• What the task asks
Using only the records, tally the lines with "Include" in them and state that total by itself.

(Dataset entries)
○ ○ ○ ○ ○

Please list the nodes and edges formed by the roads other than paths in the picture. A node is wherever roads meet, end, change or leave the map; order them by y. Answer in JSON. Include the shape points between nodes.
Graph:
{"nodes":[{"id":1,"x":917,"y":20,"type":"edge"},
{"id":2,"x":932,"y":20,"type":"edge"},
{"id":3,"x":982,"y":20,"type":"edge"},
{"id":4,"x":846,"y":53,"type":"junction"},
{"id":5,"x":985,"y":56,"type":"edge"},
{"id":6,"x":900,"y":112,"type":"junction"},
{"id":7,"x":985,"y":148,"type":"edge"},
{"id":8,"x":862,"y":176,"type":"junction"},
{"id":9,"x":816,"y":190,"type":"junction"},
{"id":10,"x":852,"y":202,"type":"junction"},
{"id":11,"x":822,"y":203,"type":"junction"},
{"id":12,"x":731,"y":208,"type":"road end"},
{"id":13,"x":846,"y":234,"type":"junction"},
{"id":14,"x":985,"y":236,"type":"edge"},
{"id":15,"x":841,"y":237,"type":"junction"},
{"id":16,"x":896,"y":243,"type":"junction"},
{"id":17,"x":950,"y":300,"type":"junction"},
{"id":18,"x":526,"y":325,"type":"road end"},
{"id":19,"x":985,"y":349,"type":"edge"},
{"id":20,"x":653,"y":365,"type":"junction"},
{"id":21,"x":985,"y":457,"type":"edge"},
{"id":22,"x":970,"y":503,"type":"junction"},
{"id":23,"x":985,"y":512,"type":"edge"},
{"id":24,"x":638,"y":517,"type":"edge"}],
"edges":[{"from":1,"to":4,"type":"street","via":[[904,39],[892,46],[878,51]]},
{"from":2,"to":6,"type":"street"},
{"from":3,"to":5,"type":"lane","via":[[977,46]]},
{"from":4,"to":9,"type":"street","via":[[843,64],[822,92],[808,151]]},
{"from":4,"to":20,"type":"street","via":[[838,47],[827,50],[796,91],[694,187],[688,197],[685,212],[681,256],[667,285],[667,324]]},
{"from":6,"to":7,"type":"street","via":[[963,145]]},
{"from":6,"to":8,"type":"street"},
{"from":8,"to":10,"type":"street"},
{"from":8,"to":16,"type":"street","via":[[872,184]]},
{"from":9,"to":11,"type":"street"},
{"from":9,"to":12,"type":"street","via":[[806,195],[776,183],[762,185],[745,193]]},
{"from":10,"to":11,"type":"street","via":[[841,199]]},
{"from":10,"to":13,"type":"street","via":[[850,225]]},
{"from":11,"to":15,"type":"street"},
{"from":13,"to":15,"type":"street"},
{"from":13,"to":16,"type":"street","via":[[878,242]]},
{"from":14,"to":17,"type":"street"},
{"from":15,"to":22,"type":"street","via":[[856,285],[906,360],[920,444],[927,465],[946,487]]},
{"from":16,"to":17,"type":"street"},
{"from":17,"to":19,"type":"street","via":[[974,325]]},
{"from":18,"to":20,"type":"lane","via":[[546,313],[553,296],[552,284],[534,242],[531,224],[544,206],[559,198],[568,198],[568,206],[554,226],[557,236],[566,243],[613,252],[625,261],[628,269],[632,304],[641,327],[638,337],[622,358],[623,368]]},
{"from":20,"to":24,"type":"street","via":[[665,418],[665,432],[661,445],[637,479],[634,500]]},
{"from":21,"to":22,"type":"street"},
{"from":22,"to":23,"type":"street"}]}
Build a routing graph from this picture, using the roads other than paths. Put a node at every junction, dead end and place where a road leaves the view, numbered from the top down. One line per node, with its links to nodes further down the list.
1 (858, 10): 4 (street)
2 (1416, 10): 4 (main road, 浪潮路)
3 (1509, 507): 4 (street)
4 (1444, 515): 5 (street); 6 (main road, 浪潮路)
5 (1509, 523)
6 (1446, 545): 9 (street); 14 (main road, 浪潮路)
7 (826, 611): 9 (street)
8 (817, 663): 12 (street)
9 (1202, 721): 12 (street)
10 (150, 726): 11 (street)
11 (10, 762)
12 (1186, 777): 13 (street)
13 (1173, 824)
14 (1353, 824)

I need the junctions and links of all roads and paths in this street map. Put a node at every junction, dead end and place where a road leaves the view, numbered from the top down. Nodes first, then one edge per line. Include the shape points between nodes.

○ ○ ○ ○ ○

• Written answer
2